BRISTOL, R.I. _ About 1,650 letters left the Roger Williams University mailroom on Friday as part of the school’s recent announcement that it is challenging all institutions of higher learning nationwide to follow its lead and offer academic scholarships to Afghan women.

The letters are addressed to the editors of the country’s major newspapers. This week, a similar letter will be electronically sent to officials at the nation’s 4,500 colleges and universities. The messages are co-signed by university President Roy J. Nirschel and his wife, Paula.

“Roger Williams University in Bristol, Rhode Island, is pleased to be the first university in the country to offer a full scholarship (tuition, room and board) to an Afghan woman,” the letter states.

“In this small way, we can make a difference. And by this act we challenge all of American higher education, proportionate to a college’s or university’s size and endowment, to do likewise and invest in rebuilding Afghanistan as a model society in the twenty-first century.”

The establishment of the scholarship is the brainchild of Paula Nirschel, a personal friend of Providence, R.I., resident and Afghan expatriate Fatima Gailani. The two women became friends in November, when Gailani’s story gained national attention, Paula Nirschel said.

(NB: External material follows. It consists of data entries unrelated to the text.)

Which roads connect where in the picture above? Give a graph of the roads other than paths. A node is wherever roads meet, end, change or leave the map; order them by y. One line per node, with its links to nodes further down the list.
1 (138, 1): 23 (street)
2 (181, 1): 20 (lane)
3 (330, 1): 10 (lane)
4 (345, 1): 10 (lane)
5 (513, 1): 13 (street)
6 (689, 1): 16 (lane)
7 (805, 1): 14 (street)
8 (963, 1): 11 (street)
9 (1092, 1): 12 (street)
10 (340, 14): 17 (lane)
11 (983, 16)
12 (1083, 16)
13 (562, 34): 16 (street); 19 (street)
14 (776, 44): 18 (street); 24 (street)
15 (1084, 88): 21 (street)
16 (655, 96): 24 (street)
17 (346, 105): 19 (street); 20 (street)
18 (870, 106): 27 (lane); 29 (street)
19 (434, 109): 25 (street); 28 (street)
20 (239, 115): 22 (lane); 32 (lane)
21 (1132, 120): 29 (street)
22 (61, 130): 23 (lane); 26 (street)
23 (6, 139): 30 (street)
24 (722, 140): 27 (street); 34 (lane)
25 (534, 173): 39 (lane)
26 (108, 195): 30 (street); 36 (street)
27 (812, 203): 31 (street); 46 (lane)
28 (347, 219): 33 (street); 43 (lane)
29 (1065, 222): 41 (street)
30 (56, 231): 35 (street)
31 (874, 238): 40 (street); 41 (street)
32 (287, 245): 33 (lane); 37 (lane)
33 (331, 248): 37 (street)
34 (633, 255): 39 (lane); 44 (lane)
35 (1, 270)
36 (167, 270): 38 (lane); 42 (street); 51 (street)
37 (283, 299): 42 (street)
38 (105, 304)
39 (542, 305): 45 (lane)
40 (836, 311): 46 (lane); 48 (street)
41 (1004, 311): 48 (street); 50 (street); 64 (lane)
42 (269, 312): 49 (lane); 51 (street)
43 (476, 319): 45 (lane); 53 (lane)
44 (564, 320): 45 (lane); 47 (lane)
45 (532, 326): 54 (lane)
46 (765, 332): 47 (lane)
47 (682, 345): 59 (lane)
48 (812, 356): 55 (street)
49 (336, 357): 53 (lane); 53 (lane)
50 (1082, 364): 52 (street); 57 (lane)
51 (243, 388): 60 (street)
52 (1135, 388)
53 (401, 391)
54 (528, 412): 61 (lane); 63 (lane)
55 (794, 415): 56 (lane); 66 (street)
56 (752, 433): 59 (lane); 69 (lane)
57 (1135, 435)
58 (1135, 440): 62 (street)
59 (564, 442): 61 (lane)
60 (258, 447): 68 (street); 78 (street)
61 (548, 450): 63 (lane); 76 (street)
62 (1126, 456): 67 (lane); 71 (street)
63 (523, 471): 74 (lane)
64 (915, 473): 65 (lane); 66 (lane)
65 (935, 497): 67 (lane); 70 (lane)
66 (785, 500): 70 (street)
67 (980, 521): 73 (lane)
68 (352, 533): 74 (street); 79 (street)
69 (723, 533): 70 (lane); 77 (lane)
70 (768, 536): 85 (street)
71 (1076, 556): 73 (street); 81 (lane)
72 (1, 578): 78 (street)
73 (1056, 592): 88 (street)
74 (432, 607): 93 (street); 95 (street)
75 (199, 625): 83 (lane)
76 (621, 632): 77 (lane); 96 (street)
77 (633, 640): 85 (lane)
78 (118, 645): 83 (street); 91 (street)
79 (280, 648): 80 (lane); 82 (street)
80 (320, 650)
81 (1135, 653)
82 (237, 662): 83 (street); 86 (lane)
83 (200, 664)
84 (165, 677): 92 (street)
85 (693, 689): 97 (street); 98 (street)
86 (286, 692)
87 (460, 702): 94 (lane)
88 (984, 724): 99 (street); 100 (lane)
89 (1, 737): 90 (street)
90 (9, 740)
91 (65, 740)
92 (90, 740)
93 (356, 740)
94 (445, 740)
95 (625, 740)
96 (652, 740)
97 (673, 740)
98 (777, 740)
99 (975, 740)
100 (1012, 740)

Her interaction with Gailani, who said she plans to return home to help restore peace and women’s equality to Afghanistan, led Nirschel to the conclusion that longstanding societies can only be built or improved by providing educational opportunities for their citizens.

Challenging other academic institutions to offer these educational opportunities augments what Roger Williams can and will do to help, Paula and Roy Nirschel said.

“Even educating a few Afghan women and giving them their wings and sending them back to help their country would be wonderful,” Paula Nirschel said.

“Even if only 10 percent of universities participated, that would still be 500 Afghan women or men attending college,” her husband added.

The scholarship will be awarded based on the recommendation of Gailani, Paula Nirschel said. The scholarships are worth about $125,000 over four years and will be awarded to women who plan to return to their home country, she said.

The scholarship will be awarded to one student each year, paving the way for the presence of four Afghan women on campus at a time, Roy Nirschel said. No end has been set for the program, he said.

The first scholarship will be awarded to a student enrolling in the fall, his wife said.

But young Afghan women will not be the only ones to benefit from the scholarship program, those involved said.

“It will be a reciprocal benefit to have women from Afghanistan educate us,” said Rebecca Leuchak, assistant professor of art and architectural history at Roger Williams. “This is a growing opportunity for our community, as well as for the women coming over.”

And establishing relationships in the country helps further catapult the university onto the global stage, one of the school’s main aims, Roy Nirschel said.

“We want to become an increasingly global university,” he said. “We are very proud of being in Bristol and proud of being in Rhode Island, but we are also part of a bigger, broader society.”

But to Gailani, who said she deeply loves her homeland despite its horrid treatment of women in the past, the most important beneficiaries are the most obvious ones: the Afghan women who will receive a higher education and the citizens whom they return to help.

“I hope to God that other universities will follow suit because this is not only a turning point in the lives of these young people, but it is a turning point in the future of our country,” she said. “Six months ago, I never thought an Afghan woman would be able to think of herself as just as important and equal as men of society.

“No matter how much you think you appreciate the need for this scholarship, (that appreciation) is not enough.”